64. On the subject of civilian control I have said:
Feminists cannot afford reaching for less than the utopian. We should demand, now, community control of police and prosecutors. Feminists, families from the projects, lesbians and gay men, and representatives of all groups with a stake in bringing fairness to police practices should sit on review boards with actual hiring and firing power and they should fill the ranks of law enforcement from top to bottom.
Matsuda, Where is Your Body, supra note 33, at 44.
65. Here I speak of moral responsibility, not necessarily of expanded legal liability, although I do not foreclose the possibility of imposing legal liability on those who fail to act reasonably to prevent harm to children. I disagree with current law to the extent that it absolves state actors from responsibility to intervene when they know children are at risk for child abuse, malnutrition, and the ordinary violence of life in poverty. Liability is a way to make people pay attention, and a means to define who we are and what we will stand for as a nation. I am open, therefore, to expanding legal rules to more closely mirror the moral obligation I argue for here.
66. See American Psychiatric Assoc., Psychiatric Effects of Media Violence (visited on Sept. 21, 2000) http://www.psych.org/psych/htdocs/public_info/media_violence.html (on file with the Columbia Law Review).
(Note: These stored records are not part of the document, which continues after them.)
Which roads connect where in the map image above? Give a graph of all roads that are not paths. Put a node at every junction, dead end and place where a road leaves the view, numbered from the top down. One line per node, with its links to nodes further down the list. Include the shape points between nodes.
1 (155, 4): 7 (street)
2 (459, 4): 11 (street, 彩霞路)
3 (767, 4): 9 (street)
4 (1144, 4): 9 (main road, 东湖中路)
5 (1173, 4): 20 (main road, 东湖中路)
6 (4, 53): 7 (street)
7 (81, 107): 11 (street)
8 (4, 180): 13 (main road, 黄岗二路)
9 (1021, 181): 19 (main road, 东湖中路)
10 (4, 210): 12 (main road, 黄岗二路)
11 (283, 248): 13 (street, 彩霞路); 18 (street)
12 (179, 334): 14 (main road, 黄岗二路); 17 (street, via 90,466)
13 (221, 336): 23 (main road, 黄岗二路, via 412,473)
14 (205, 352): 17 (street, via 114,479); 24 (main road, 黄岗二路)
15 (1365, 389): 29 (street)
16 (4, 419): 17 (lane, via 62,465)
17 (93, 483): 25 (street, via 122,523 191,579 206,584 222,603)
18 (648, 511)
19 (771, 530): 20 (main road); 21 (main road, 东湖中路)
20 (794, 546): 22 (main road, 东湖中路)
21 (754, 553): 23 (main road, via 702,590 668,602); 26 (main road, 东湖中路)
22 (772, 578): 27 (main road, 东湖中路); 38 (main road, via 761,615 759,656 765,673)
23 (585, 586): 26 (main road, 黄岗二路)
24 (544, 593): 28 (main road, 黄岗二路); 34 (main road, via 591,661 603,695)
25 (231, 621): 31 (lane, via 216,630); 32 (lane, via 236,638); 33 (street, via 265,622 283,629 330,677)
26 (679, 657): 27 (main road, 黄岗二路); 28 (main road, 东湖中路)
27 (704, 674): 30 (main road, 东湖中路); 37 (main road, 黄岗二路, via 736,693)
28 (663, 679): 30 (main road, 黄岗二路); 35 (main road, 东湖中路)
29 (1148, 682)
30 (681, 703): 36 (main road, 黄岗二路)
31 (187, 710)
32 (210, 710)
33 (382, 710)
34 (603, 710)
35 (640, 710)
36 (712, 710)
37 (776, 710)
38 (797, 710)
The average American child watches 28 hours of television each week. By the age of 18 that child will have seen 16,000 simulated murders and 200,000 acts of violence on television. Violence is especially prevalent on commercial television for children, with such shows being 50 to 60 times more violent than adult prime-time television. See Michael Furlong et al., The Effects of Media Violence on Youth, 19:2 Children's Legal Rts. J. 33, 34 (Summer 1999). Children learn behavior from observation. When children observe violence and other aggressive behaviors through media images, they learn to imitate that behavior, becoming more violent themselves. See Edward L. Palmer & Aimee Dorr, Children and Faces of Television: Teaching, Violence, Selling 120¾121 (1980). There is strong evidence of a positive correlation between violent media images and later aggressive behavior. See Surgeon General's Report by the Scientific Advisory Committee on Television and Social Behavior: Hearings Before the Subcomm. on Communications of the Senate Comm. on Commerce, 92d Cong. 26 (1972). In fact as far back as 1972, Jesse L. Steinfeld, the U.S. Surgeon General, testified before Congress that "It is clear to me that the causal relationship between televised violence and antisocial behavior is sufficient to warrant appropriate and immediate remedial action." Id.
67. Mt. Morris Township, Michigan, Dedric Jr.'s hometown, is a dependent suburb of Flint, Michigan. As Michael Moore documented in his classic film, Roger and Me (Warner Bros. 1989), the globalization of the automobile industry resulted in massive job reductions and social displacement in the blue collar manufacturing industries that were the lifeblood of Dedric's community. See Julian Borger, Life of Neglect that Led to School Shooting, The Guardian (London), Mar. 3, 2000, at 16 ("But for many of those made redundant in the 1980s, with no access to retraining, it has not been so easy. 'When you put abject poverty together with easy access to guns, you have a recipe for this kind of violence,' Mr. Moore told a radio talk-show.").
68. The Last Whole Earth Catalog: Access To Tools 421¾431 (1971).
69. Lawrence, supra note 59, at 159.